I had the chance to give the keynote address this week at the InfoGov World conference in San Diego.
Between panels and keynotes, I’ve come up with these seven hot topics that are burning the world of data privacy.
Take notes please!
- SchremsII and cross-border transfers: risk-based, why are you? With the other cases Google Analytics, Google Fonts, Amazon AWS, Google Workspace, SchremsII and DPA guidelines accumulate. The discussion based on risk or not continues. The decision of the German Public Procurement Court (hard core without any risk) has been overturned. In many cases, there is nothing to do but cry and pray. But that could change on Monday, when (drum roll please) the Executive Order on the Transatlantic Data Privacy Framework is expected to be released.

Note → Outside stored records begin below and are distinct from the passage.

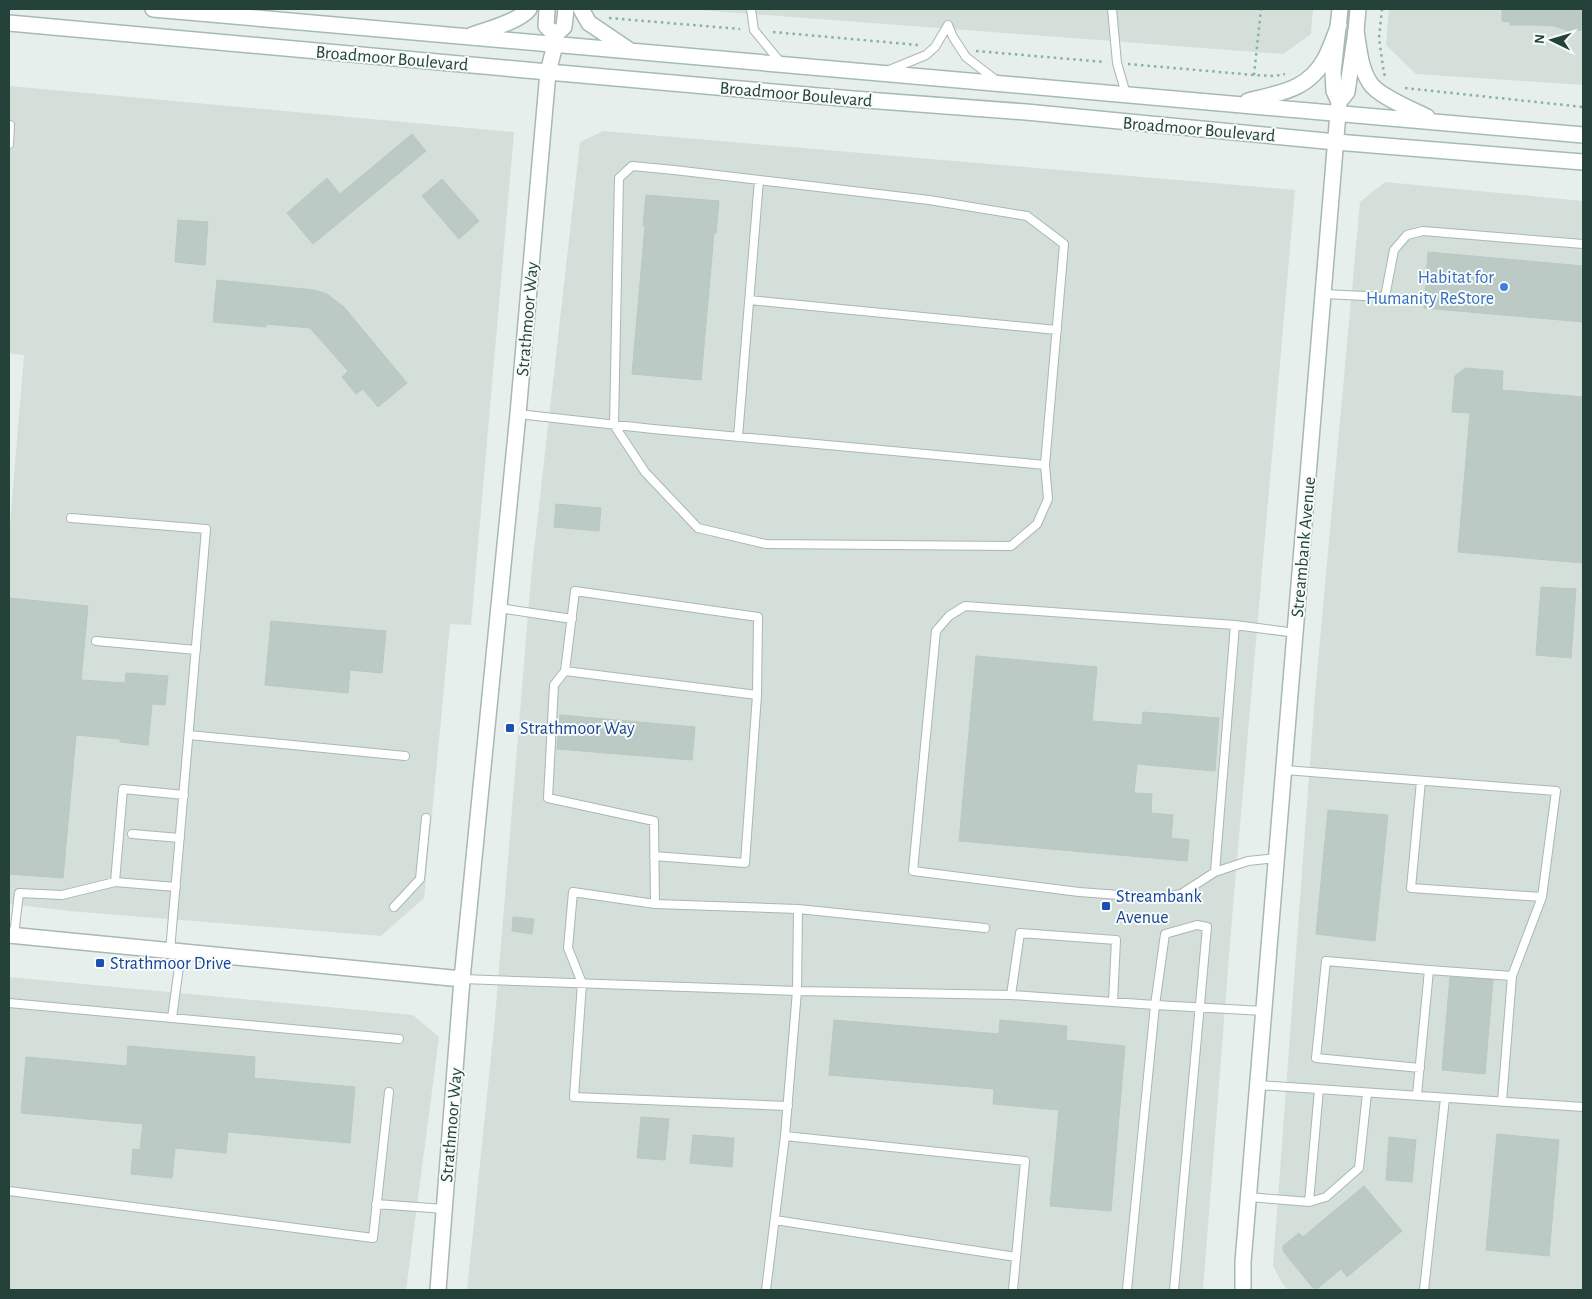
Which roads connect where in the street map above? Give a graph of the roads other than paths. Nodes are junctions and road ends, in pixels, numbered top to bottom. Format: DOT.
graph roads {
  1 [pos="153,9"];
  2 [pos="159,9"];
  3 [pos="249,9"];
  4 [pos="529,9"];
  5 [pos="547,9"];
  6 [pos="566,9"];
  7 [pos="581,9"];
  8 [pos="751,9"];
  9 [pos="1112,9"];
  10 [pos="1340,9"];
  11 [pos="1358,9"];
  12 [pos="262,17"];
  13 [pos="9,23"];
  14 [pos="1339,25"];
  15 [pos="1356,31"];
  16 [pos="470,36"];
  17 [pos="555,40"];
  18 [pos="631,51"];
  19 [pos="781,63"];
  20 [pos="548,72"];
  21 [pos="882,73"];
  22 [pos="1000,83"];
  23 [pos="1126,94"];
  24 [pos="1238,104"];
  25 [pos="1339,108"];
  26 [pos="1432,120"];
  27 [pos="9,125"];
  28 [pos="1583,135"];
  29 [pos="1336,142"];
  30 [pos="9,144"];
  31 [pos="1583,162"];
  32 [pos="759,180"];
  33 [pos="1583,244"];
  34 [pos="1324,294"];
  35 [pos="749,300"];
  36 [pos="1057,330"];
  37 [pos="518,414"];
  38 [pos="614,425"];
  39 [pos="738,437"];
  40 [pos="1045,465"];
  41 [pos="71,518"];
  42 [pos="499,608"];
  43 [pos="572,619"];
  44 [pos="1235,625"];
  45 [pos="1296,633"];
  46 [pos="96,641"];
  47 [pos="196,650"];
  48 [pos="565,671"];
  49 [pos="757,696"];
  50 [pos="189,736"];
  51 [pos="405,756"];
  52 [pos="1285,770"];
  53 [pos="1421,781"];
  54 [pos="184,795"];
  55 [pos="426,818"];
  56 [pos="132,834"];
  57 [pos="180,838"];
  58 [pos="654,856"];
  59 [pos="1277,858"];
  60 [pos="1215,872"];
  61 [pos="115,882"];
  62 [pos="176,887"];
  63 [pos="1542,897"];
  64 [pos="654,904"];
  65 [pos="394,907"];
  66 [pos="798,908"];
  67 [pos="985,928"];
  68 [pos="11,935"];
  69 [pos="176,952"];
  70 [pos="1429,970"];
  71 [pos="1512,976"];
  72 [pos="462,980"];
  73 [pos="582,983"];
  74 [pos="797,991"];
  75 [pos="1011,995"];
  76 [pos="1113,1002"];
  77 [pos="9,1003"];
  78 [pos="1155,1005"];
  79 [pos="1200,1007"];
  80 [pos="1264,1011"];
  81 [pos="172,1018"];
  82 [pos="399,1039"];
  83 [pos="1420,1068"];
  84 [pos="1258,1085"];
  85 [pos="1319,1089"];
  86 [pos="389,1092"];
  87 [pos="1367,1092"];
  88 [pos="1417,1096"];
  89 [pos="1445,1098"];
  90 [pos="1502,1102"];
  91 [pos="788,1106"];
  92 [pos="1583,1107"];
  93 [pos="785,1136"];
  94 [pos="9,1191"];
  95 [pos="1249,1197"];
  96 [pos="1309,1202"];
  97 [pos="376,1204"];
  98 [pos="444,1209"];
  99 [pos="775,1220"];
  100 [pos="1016,1257"];
  101 [pos="438,1290"];
  102 [pos="766,1290"];
  103 [pos="1013,1290"];
  104 [pos="1128,1290"];
  105 [pos="1174,1290"];
  106 [pos="1244,1290"];
  107 [pos="1424,1290"];
  1 -- 2 [label="main road, Broadmoor Boulevard"];
  2 -- 12 [label="main road, Broadmoor Boulevard"];
  3 -- 12 [label="lane"];
  4 -- 16 [label="main road"];
  5 -- 17 [label="main road"];
  6 -- 17 [label="main road, Strathmoor Way"];
  7 -- 18 [label="main road"];
  8 -- 19 [label="lane"];
  9 -- 23 [label="lane"];
  10 -- 14 [label="main road"];
  11 -- 15 [label="main road"];
  12 -- 16 [label="main road, Broadmoor Boulevard"];
  13 -- 20 [label="main road, Broadmoor Boulevard"];
  14 -- 24 [label="main road"];
  14 -- 25 [label="main road"];
  15 -- 25 [label="main road"];
  15 -- 26 [label="main road"];
  16 -- 17 [label="main road, Broadmoor Boulevard"];
  17 -- 18 [label="main road, Broadmoor Boulevard"];
  17 -- 20 [label="main road, Strathmoor Way"];
  18 -- 19 [label="main road, Broadmoor Boulevard"];
  19 -- 21 [label="main road, Broadmoor Boulevard"];
  20 -- 29 [label="main road, Broadmoor Boulevard"];
  20 -- 37 [label="main road, Strathmoor Way"];
  21 -- 22 [label="main road, Broadmoor Boulevard"];
  21 -- 22 [label="lane"];
  22 -- 23 [label="main road, Broadmoor Boulevard"];
  23 -- 24 [label="main road, Broadmoor Boulevard"];
  24 -- 25 [label="main road, Broadmoor Boulevard"];
  25 -- 26 [label="main road, Broadmoor Boulevard"];
  25 -- 29 [label="main road, Streambank Avenue"];
  26 -- 28 [label="main road, Broadmoor Boulevard"];
  27 -- 30 [label="lane"];
  29 -- 31 [label="main road, Broadmoor Boulevard"];
  29 -- 34 [label="main road, Streambank Avenue"];
  32 -- 35 [label="lane"];
  32 -- 36 [label="lane"];
  32 -- 38 [label="lane"];
  33 -- 34 [label="lane"];
  34 -- 45 [label="main road, Streambank Avenue"];
  35 -- 36 [label="lane"];
  35 -- 39 [label="lane"];
  36 -- 40 [label="lane"];
  37 -- 38 [label="lane"];
  37 -- 42 [label="main road, Strathmoor Way"];
  38 -- 39 [label="lane"];
  38 -- 40 [label="lane"];
  39 -- 40 [label="lane"];
  41 -- 47 [label="lane"];
  42 -- 43 [label="lane"];
  42 -- 72 [label="main road, Strathmoor Way"];
  43 -- 48 [label="lane"];
  43 -- 49 [label="lane"];
  44 -- 45 [label="lane"];
  44 -- 60 [label="lane"];
  44 -- 60 [label="lane"];
  45 -- 52 [label="main road, Streambank Avenue"];
  46 -- 47 [label="lane"];
  47 -- 50 [label="lane"];
  48 -- 49 [label="lane"];
  48 -- 58 [label="lane"];
  49 -- 58 [label="lane"];
  50 -- 51 [label="lane"];
  50 -- 54 [label="lane"];
  52 -- 53 [label="lane"];
  52 -- 59 [label="main road, Streambank Avenue"];
  53 -- 63 [label="lane"];
  53 -- 63 [label="lane"];
  54 -- 57 [label="lane"];
  54 -- 61 [label="lane"];
  55 -- 65 [label="lane"];
  56 -- 57 [label="lane"];
  57 -- 62 [label="lane"];
  58 -- 64 [label="lane"];
  59 -- 60 [label="lane"];
  59 -- 80 [label="main road, Streambank Avenue"];
  61 -- 62 [label="lane"];
  61 -- 68 [label="lane"];
  62 -- 69 [label="lane"];
  63 -- 71 [label="lane"];
  64 -- 66 [label="lane"];
  64 -- 73 [label="lane"];
  66 -- 67 [label="lane"];
  66 -- 74 [label="lane"];
  68 -- 69 [label="main road"];
  69 -- 72 [label="main road"];
  69 -- 81 [label="lane"];
  70 -- 71 [label="lane"];
  70 -- 83 [label="lane"];
  70 -- 83 [label="lane"];
  71 -- 90 [label="lane"];
  72 -- 73 [label="lane"];
  72 -- 98 [label="main road, Strathmoor Way"];
  73 -- 74 [label="lane"];
  73 -- 91 [label="lane"];
  74 -- 75 [label="lane"];
  74 -- 91 [label="lane"];
  75 -- 76 [label="lane"];
  75 -- 76 [label="lane"];
  76 -- 78 [label="lane"];
  77 -- 81 [label="lane"];
  78 -- 79 [label="lane"];
  78 -- 79 [label="lane"];
  78 -- 104 [label="lane"];
  79 -- 80 [label="lane"];
  79 -- 105 [label="lane"];
  80 -- 84 [label="main road, Streambank Avenue"];
  81 -- 82 [label="lane"];
  83 -- 88 [label="lane"];
  84 -- 85 [label="lane"];
  84 -- 95 [label="main road, Streambank Avenue"];
  85 -- 87 [label="lane"];
  85 -- 96 [label="lane"];
  86 -- 97 [label="lane"];
  87 -- 88 [label="lane"];
  87 -- 96 [label="lane"];
  88 -- 89 [label="lane"];
  89 -- 90 [label="lane"];
  89 -- 107 [label="lane"];
  90 -- 92 [label="lane"];
  91 -- 93 [label="lane"];
  93 -- 99 [label="lane"];
  93 -- 100 [label="lane"];
  94 -- 97 [label="lane"];
  95 -- 96 [label="lane"];
  95 -- 106 [label="main road, Streambank Avenue"];
  97 -- 98 [label="lane"];
  98 -- 101 [label="main road, Strathmoor Way"];
  99 -- 100 [label="lane"];
  99 -- 102 [label="lane"];
  100 -- 103 [label="lane"];
}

- Back to basics: It’s not just about #NSAatemycookies. You have to go back to basics, as Allan Frank of Datatilsynet says. About 90% of data controllers do not control their data processing, service providers or purpose limitation.
- Save the ADPPA? US privacy and data protection law, the closest thing in the US to a federal privacy law, has stalled following objections, mostly from California , regarding pre-emption provisions. However, Cameron Kerry reports that Sen Maria Cantwell, a key element, wants to get something signed…so something should eventually be signed.
- Cookies are a thing, both in the EU and in the US: We already know about noyb.eu and the Commission Nationale de l’Informatique et des Libertés is sweeping. But there’s also the California Attorney General’s second year of enforcement and Sephora’s $1.2 million fine, which specifically addressed cookies and global privacy controls.
- Beep beep BIPA: Biometric pursuits are exploding, but it’s not your grandmother’s employee biometric time entry BIPA pursuits. These involve virtual clothing or eyewear or makeup try-ons, smart toothbrushes, voice recognition while driving, facial recognition in retail, and emotion analysis in videos. Make sure you have the right notices, consent, and retention/destruction policies.
- Pixelate your battles: Lawsuits surrounding the sharing of personal information via trackers are also exploding. This is both under a cause of action for wiretapping (applied to session replay) and under the Video Privacy Act for sharing information regarding the viewing of video clips.
- Don’t be so sensitive (information): Sensitive information is a point of attention on enforcement by both the Federal Trade Commission (blog posts, statements, rule-making notices, and Kochava lawsuits) and under the CPRA (Sephora claim, CPRA regs). This is both health information (especially in the wake of Dobbs), but also precise geolocation. Pay attention to your risk analysis and data minimization about it.